**Exercise:** One number is the full answer: how many lines in the records contain the word "from"?

**Stored items:**
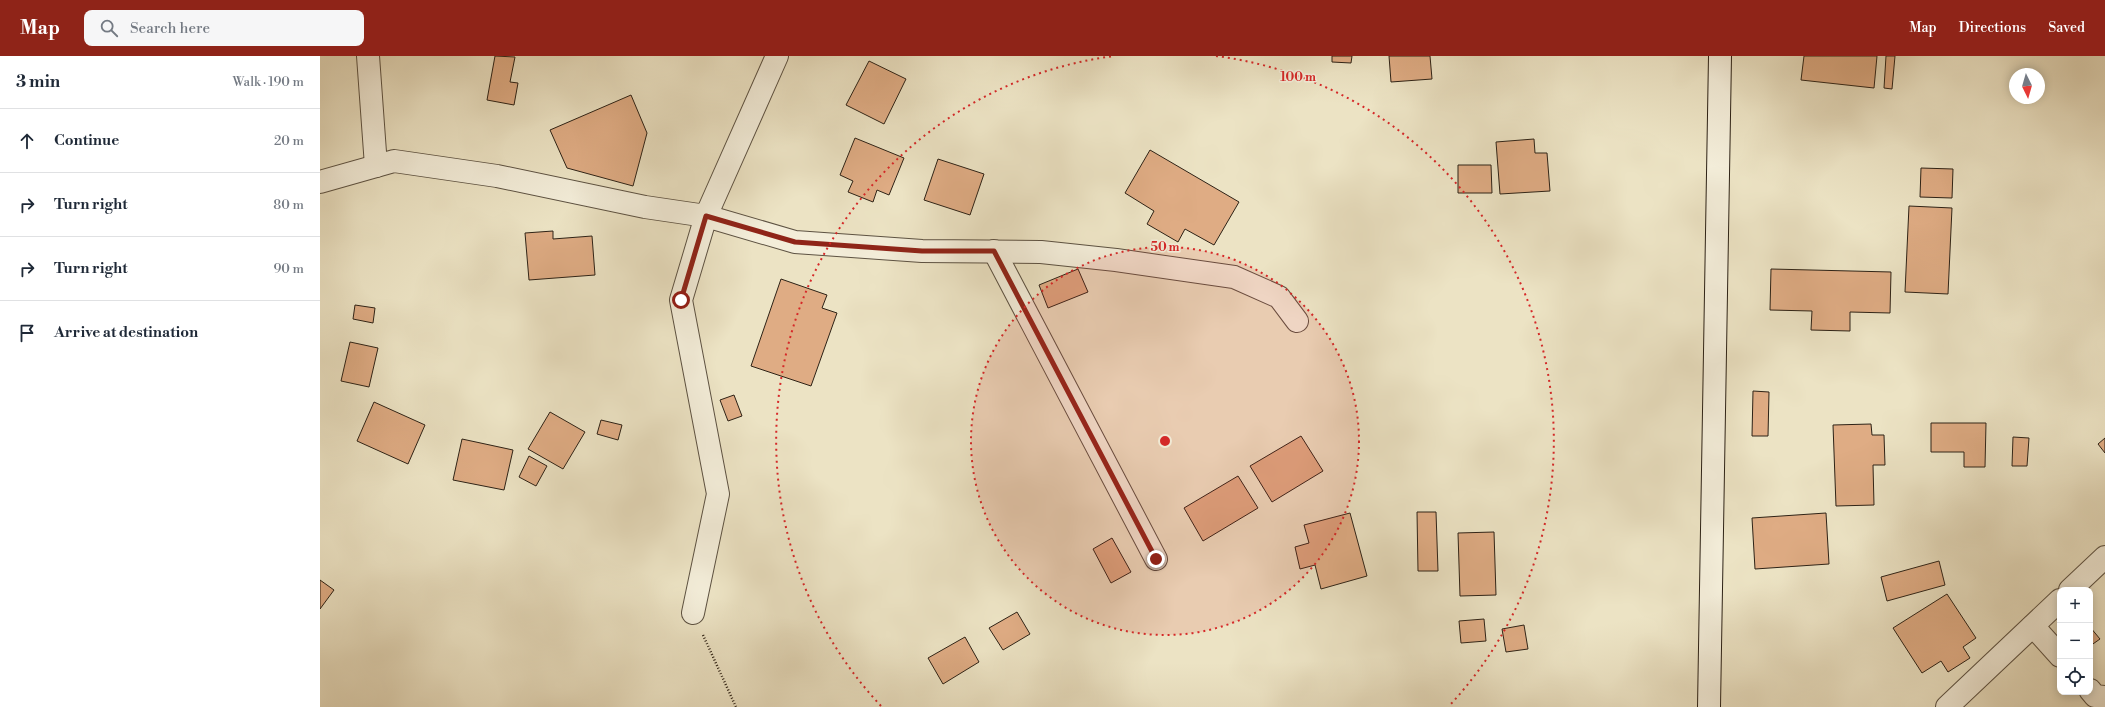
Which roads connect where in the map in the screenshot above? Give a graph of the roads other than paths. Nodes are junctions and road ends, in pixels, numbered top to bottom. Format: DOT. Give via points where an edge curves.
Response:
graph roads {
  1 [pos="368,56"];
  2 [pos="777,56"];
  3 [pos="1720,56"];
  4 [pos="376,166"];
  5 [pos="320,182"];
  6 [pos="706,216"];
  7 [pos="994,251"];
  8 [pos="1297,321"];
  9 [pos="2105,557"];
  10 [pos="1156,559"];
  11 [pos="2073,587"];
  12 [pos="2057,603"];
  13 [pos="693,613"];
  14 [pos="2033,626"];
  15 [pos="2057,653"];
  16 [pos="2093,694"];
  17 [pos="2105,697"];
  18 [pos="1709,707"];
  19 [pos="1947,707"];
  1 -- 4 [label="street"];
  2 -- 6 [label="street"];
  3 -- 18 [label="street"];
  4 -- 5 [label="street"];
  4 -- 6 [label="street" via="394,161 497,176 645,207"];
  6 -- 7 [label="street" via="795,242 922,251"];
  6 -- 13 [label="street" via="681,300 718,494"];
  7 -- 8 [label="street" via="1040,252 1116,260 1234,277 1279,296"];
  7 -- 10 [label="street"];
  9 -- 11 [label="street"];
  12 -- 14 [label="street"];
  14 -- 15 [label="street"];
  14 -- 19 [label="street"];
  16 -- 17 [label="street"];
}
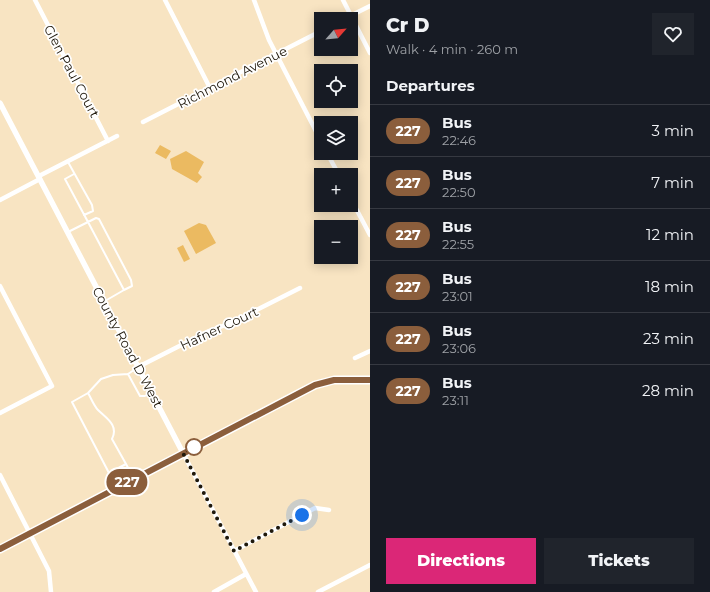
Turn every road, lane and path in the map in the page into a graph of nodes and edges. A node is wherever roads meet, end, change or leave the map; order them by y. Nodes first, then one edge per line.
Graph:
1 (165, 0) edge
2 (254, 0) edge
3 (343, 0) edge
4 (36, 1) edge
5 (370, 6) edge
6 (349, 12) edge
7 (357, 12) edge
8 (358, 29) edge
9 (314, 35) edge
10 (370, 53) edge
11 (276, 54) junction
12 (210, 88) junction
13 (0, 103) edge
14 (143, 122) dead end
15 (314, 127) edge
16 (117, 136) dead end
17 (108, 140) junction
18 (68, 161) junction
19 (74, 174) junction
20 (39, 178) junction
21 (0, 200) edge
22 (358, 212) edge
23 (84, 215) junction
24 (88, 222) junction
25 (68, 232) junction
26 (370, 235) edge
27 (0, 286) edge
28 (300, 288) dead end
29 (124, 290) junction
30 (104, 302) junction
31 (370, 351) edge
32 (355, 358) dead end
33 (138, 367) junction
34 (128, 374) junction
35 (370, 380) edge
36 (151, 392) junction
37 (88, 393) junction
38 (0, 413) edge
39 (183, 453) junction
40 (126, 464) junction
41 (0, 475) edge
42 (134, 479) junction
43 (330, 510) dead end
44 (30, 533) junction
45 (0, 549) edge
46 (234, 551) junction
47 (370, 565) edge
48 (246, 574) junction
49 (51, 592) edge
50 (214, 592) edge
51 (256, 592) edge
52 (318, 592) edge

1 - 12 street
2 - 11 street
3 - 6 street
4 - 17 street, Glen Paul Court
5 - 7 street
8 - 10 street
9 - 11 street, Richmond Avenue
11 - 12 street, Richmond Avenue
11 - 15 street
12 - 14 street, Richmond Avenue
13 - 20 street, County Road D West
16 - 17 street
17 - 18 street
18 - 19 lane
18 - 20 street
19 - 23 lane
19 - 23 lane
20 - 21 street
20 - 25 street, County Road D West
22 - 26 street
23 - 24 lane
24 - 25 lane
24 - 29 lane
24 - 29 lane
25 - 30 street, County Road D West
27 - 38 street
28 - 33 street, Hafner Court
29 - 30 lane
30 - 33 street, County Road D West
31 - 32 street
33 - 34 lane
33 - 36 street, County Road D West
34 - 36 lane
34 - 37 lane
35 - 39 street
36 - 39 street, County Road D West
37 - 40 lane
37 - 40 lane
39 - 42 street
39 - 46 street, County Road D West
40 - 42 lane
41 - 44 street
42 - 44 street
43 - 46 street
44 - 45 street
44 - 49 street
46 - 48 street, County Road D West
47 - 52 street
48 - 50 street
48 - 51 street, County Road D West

--

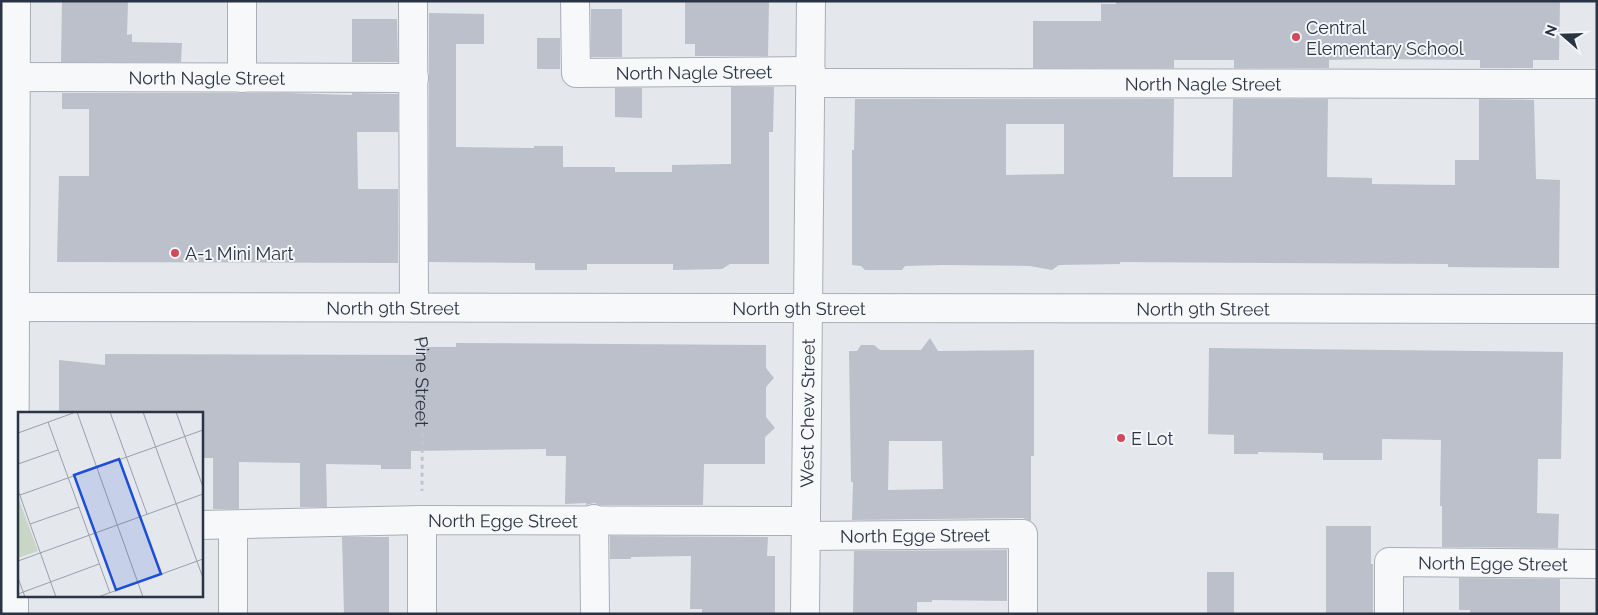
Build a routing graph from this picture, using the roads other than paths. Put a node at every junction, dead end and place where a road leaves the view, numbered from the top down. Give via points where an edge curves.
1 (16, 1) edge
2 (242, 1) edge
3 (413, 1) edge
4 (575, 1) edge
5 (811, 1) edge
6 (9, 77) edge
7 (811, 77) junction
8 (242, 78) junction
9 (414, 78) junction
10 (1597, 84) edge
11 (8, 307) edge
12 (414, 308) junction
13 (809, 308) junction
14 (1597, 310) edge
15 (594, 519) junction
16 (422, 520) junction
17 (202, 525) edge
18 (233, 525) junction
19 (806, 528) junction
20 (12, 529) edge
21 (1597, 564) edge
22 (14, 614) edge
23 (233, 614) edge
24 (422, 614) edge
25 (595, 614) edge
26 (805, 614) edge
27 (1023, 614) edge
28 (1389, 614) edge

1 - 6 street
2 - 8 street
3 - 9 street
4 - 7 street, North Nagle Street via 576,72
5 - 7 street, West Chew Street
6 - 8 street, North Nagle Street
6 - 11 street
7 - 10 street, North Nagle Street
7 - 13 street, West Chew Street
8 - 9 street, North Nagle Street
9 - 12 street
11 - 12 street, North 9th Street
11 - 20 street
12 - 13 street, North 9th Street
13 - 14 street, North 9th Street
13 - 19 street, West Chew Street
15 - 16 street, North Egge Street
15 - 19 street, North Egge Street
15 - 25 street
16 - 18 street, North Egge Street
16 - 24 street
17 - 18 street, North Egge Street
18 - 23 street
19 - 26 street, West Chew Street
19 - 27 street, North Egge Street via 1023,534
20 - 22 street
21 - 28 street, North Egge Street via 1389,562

...

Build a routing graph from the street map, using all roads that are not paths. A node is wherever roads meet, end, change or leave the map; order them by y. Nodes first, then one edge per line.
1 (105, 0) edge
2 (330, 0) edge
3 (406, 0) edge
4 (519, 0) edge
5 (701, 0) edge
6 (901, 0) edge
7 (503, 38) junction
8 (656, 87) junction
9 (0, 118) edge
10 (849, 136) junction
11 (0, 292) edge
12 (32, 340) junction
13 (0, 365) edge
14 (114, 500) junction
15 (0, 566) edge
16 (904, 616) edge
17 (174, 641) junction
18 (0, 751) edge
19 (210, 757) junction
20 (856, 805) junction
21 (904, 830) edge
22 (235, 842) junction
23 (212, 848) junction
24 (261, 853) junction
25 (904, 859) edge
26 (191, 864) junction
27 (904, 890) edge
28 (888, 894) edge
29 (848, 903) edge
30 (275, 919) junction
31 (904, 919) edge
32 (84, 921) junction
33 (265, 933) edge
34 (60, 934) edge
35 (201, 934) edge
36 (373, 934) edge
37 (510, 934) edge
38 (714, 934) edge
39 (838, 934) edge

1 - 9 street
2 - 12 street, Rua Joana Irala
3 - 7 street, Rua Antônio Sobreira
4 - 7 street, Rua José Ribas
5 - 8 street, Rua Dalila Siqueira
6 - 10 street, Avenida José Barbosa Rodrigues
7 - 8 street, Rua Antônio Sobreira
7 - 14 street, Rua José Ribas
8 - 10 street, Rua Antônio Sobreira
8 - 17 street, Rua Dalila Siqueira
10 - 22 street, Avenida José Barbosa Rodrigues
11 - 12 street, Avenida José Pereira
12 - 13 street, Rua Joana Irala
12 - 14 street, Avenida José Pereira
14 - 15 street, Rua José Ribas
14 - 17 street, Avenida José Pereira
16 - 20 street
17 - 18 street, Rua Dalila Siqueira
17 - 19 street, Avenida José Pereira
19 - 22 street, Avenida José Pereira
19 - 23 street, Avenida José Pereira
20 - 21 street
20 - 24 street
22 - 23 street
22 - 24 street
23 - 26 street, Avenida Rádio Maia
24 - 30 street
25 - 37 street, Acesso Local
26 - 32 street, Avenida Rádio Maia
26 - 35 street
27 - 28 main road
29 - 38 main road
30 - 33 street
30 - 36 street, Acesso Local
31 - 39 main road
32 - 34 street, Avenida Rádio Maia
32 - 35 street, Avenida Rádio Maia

**Task response:** 2